**Exercise description**.
Only lines holding "Gavin" are needed; copy each of them from the data below.

**Source records**.

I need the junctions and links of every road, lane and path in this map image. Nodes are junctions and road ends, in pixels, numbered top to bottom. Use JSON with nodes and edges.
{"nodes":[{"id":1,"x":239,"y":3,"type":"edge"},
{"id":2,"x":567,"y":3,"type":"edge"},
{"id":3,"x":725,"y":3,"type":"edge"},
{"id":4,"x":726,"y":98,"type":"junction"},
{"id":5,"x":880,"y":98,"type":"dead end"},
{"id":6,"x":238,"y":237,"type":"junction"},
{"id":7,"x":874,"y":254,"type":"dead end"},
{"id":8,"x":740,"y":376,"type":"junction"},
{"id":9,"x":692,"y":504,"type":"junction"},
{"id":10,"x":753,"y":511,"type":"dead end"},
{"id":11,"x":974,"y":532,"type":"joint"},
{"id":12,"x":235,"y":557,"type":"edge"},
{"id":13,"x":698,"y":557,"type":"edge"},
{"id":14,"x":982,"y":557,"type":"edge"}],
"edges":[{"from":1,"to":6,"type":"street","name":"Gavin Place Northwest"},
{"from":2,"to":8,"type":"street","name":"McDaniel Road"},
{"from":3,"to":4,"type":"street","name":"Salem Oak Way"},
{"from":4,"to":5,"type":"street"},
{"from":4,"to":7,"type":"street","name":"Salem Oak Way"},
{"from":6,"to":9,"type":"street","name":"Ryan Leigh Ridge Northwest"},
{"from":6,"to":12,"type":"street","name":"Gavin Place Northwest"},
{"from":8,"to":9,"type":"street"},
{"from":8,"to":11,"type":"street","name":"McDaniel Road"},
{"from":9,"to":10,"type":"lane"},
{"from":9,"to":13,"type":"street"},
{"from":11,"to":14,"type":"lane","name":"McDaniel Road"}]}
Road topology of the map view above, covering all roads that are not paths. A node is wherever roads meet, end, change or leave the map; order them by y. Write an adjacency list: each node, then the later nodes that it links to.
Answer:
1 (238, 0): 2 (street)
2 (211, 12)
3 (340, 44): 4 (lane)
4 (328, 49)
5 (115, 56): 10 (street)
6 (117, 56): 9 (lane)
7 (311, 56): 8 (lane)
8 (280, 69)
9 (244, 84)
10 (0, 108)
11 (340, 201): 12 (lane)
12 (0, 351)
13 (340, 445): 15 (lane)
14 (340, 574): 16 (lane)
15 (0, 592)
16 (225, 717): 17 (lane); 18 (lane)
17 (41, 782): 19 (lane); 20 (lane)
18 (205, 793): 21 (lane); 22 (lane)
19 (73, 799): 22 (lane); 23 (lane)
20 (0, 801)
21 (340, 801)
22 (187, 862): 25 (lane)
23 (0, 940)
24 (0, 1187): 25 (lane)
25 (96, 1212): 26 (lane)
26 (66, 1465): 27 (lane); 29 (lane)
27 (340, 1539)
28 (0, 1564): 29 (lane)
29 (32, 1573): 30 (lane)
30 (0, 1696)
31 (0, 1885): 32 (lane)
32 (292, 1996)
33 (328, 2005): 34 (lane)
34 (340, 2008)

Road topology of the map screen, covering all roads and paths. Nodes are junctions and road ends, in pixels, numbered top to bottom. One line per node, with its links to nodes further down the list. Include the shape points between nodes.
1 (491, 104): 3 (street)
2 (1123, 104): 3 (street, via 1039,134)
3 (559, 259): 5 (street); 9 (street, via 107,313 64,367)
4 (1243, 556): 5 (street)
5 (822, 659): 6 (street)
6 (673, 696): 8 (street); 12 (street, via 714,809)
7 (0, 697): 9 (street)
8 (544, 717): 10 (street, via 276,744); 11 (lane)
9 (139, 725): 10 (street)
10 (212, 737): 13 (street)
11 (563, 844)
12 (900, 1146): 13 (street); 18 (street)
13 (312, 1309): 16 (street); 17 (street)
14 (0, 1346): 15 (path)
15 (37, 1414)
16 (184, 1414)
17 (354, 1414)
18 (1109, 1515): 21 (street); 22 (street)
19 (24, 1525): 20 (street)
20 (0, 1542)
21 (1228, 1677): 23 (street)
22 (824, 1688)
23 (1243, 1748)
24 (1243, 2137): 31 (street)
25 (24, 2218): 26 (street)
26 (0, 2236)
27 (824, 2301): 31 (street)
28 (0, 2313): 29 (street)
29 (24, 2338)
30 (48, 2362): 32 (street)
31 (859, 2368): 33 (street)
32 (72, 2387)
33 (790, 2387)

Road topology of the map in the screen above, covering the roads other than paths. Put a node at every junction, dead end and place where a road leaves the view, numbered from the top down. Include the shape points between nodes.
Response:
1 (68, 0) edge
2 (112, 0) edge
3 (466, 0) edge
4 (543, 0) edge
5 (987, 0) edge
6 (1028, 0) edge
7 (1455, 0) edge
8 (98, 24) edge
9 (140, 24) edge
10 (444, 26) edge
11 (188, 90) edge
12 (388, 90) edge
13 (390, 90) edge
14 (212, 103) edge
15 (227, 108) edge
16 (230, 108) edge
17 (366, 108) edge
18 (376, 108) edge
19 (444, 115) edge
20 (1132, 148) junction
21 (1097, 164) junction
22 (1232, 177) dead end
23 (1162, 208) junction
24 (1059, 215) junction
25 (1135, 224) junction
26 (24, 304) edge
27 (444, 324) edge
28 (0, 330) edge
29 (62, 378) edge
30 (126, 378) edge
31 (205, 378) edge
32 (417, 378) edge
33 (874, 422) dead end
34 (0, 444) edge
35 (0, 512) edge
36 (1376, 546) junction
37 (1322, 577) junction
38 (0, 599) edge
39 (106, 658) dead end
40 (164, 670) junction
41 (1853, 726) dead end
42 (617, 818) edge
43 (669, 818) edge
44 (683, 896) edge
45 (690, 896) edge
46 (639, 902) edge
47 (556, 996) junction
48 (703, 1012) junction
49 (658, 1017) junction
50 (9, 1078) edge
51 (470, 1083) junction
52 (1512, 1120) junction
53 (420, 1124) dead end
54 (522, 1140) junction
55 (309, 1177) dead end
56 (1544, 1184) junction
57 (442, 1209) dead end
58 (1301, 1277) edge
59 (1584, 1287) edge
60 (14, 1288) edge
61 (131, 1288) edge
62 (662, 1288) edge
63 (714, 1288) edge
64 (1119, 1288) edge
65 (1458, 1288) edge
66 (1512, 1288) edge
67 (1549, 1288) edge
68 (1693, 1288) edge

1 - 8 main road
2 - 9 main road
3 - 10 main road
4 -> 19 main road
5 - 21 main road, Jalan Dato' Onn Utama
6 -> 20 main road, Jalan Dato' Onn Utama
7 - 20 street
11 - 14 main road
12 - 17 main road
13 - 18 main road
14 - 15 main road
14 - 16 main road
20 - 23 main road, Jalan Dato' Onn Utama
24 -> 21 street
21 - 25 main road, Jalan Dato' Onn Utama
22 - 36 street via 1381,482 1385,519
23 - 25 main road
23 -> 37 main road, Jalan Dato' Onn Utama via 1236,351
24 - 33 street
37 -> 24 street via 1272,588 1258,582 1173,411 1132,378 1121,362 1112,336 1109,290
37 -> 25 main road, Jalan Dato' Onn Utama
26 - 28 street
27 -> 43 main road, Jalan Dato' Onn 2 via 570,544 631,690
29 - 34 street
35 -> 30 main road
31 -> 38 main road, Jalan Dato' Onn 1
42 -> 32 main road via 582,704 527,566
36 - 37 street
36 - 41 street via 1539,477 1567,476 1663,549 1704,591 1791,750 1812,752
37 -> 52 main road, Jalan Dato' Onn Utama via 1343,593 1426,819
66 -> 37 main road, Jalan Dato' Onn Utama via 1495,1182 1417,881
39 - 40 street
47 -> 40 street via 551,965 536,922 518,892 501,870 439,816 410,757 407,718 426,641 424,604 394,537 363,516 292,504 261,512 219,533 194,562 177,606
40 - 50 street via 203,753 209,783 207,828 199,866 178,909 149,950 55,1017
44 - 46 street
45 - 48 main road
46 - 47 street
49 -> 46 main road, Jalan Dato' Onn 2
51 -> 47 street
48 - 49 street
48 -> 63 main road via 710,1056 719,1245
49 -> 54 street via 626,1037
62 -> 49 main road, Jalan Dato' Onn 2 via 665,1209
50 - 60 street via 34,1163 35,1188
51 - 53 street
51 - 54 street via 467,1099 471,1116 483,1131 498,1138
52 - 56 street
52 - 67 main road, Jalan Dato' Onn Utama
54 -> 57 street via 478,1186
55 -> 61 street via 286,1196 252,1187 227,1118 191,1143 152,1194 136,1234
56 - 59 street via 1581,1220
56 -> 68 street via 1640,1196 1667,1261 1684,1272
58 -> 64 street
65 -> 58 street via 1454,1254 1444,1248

**Response to the exercise**.
"edges":[{"from":1,"to":6,"type":"street","name":"Gavin Place Northwest"},
{"from":6,"to":12,"type":"street","name":"Gavin Place Northwest"},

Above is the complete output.